Goldman Sachs advises NatWest on Ulster Bank review

NatWest is said to be actively considering winding down Irish unit

Ulster Bank holds about a 15% share of the Republic’s mortgage market, and is responsible for around 20% of small business lending. Photograph: Nick Bradshaw

Ulster Bank holds about a 15% share of the Republic’s mortgage market, and is responsible for around 20% of small business lending. Photograph: Nick Bradshaw

 

NatWest is being advised by Goldman Sachs on the future of Ulster Bank in the Republic as the UK lender looks at winding down the unit which shows no signs of making enough money to cover its own funding costs.

Sources said London-based investment bankers at the US banking group have been working with NatWest on its strategic review for some months.

A spokeswoman for NatWest and a spokesman for Goldman Sachs declined to comment.

The Irish Times reported in September that NatWest, formerly known as Royal Bank of Scotland (RBS), is actively considering winding down Ulster Bank in the Republic, which holds about a 15 per cent share of the State’s mortgage market and is responsible for around 20 per cent of small business lending.

It comes as the Covid-19 pandemic has added to challenges facing the bank, dogged for years by high costs and low profitability in an era of ultra-low central bank interest rates and muted loan growth.

Running costs at Ulster Bank, led by chief executive Jane Howard, were between 95 per cent and 111 per cent of its income over the past three years – about double what banks typically target. The wider NatWest group’s cost-income ratio stood at 65 per cent in 2019.

The Irish unit’s profitability has also stood out as a weak feature, with its net income amounting to 2.3 per cent of the equity that NatWest had invested in the business at the end of last year. Banks typically target a return on equity of 8-10 per cent.

Even after managing to convince the Central Bank of Ireland to allow Ulster Bank to return €3.5 billion of surplus capital to NatWest over the past four years – the equivalent of about a fifth of its parental bailout bill during the financial crisis – it is still being made to retain one of the highest capital bases in Europe.

The unit’s equity capital ratio currently stands at about 28 per cent, NatWest’s chief executive Alison Rose noted last month as the group reported quarterly results. That is double the wider group’s medium-term capital reserves ratio target.

Ms Rose declined at the time to give a timeline for a decision on Ulster Bank, which announced a week before news of the scope of the strategic review emerged that it was cutting 266 of its 2,800 jobs to rein in costs.

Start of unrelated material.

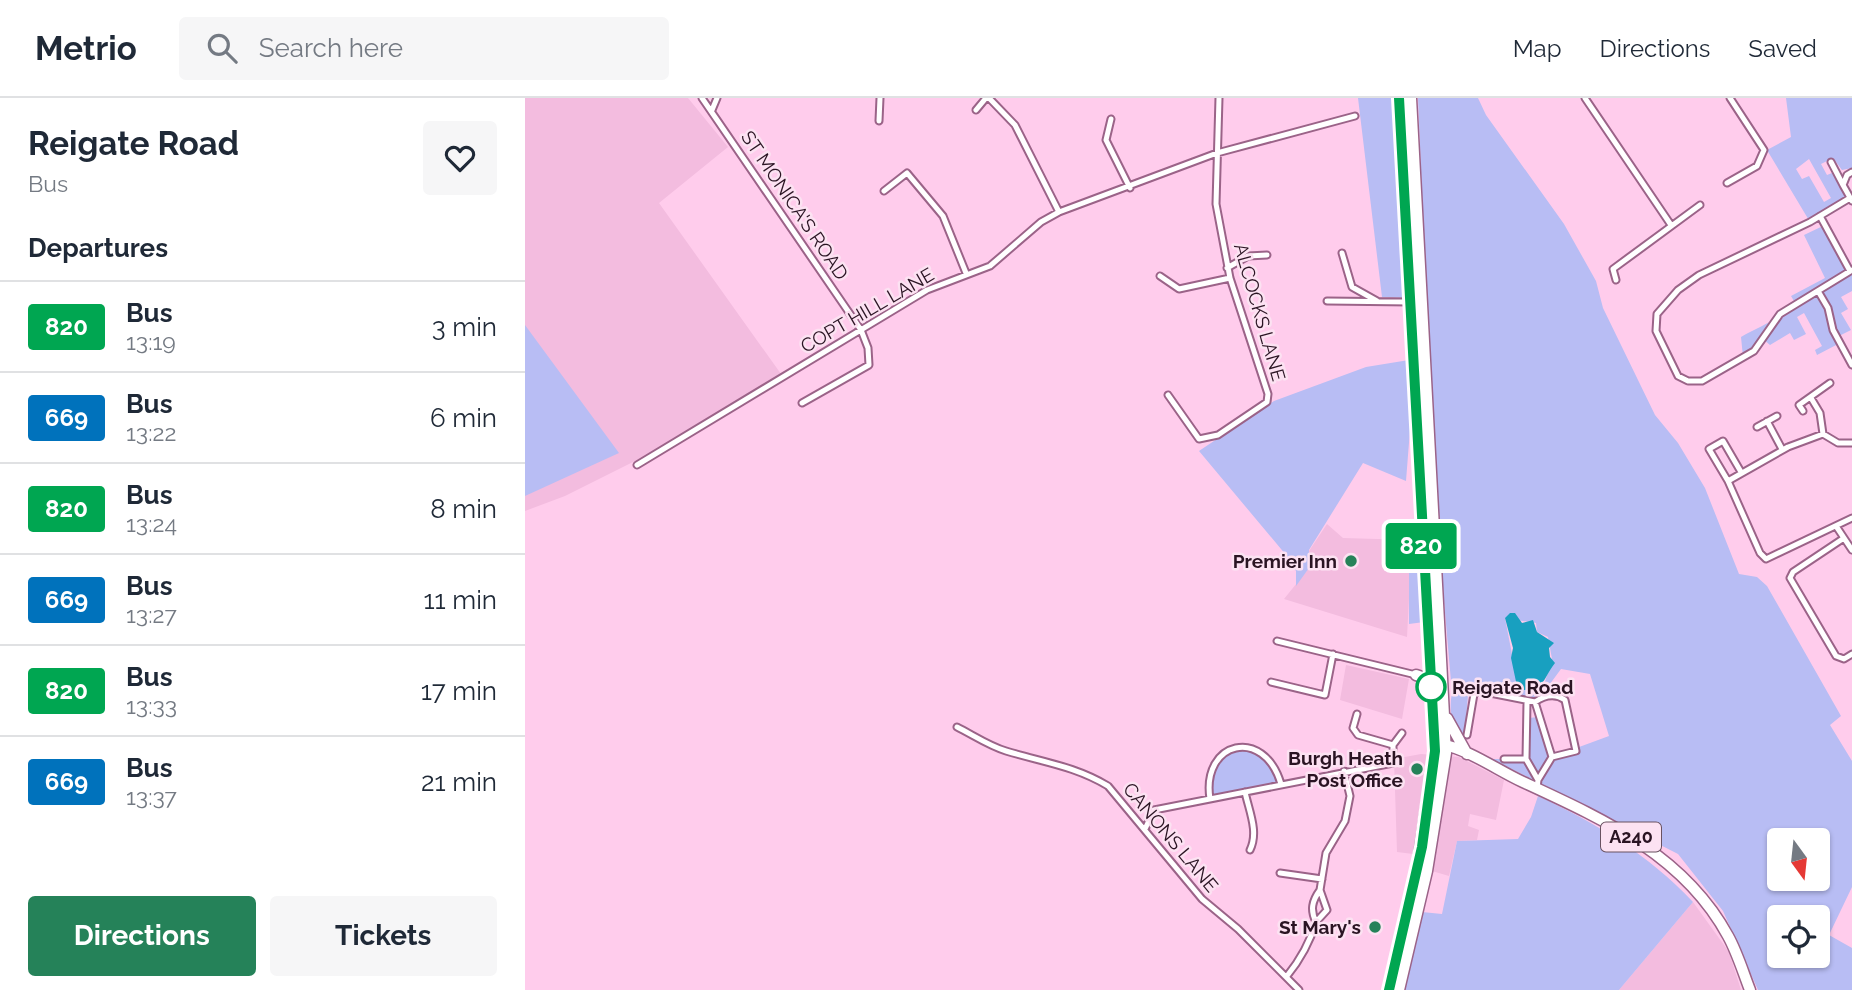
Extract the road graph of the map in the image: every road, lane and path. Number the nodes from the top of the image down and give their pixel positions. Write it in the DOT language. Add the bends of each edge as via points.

The Sunday Business Post reported over the weekend details of a meeting that took place between senior Ulster Bank figures and the Minister for Finance, Paschal Donohoe, on October 21st.

Challenges

A record of the meeting, released under freedom of information laws, said Ulster Bank’s chairman of just one month at the time, Ruairí O’Flynn, told the Minister that a review was being undertaken as “the current business model for the bank presented challenges” for it.

“A number of options are being considered at this time,” he said, according to the report.

Mr O’Flynn subsequently quit the role the week before last, citing “personal reasons”. An email sent to staff said at the time that his decision had nothing to do with the strategic review.

It is understood Mr O’Flynn, a former chief executive of Canada Life Ireland, was well aware of the scope of the review before taking on the position. He succeeded Des O’Shea, who had been chairman for four years.

RBS inherited Ulster Bank in 2000 through its takeover of National Westminster. It doubled down three years later in the Republic through the purchase of First Active.

Ulster Bank received a bailout from RBS of £15.3 billion (€17bn) after the 2008 crash, about a third of the money UK taxpayers pumped into the entire group.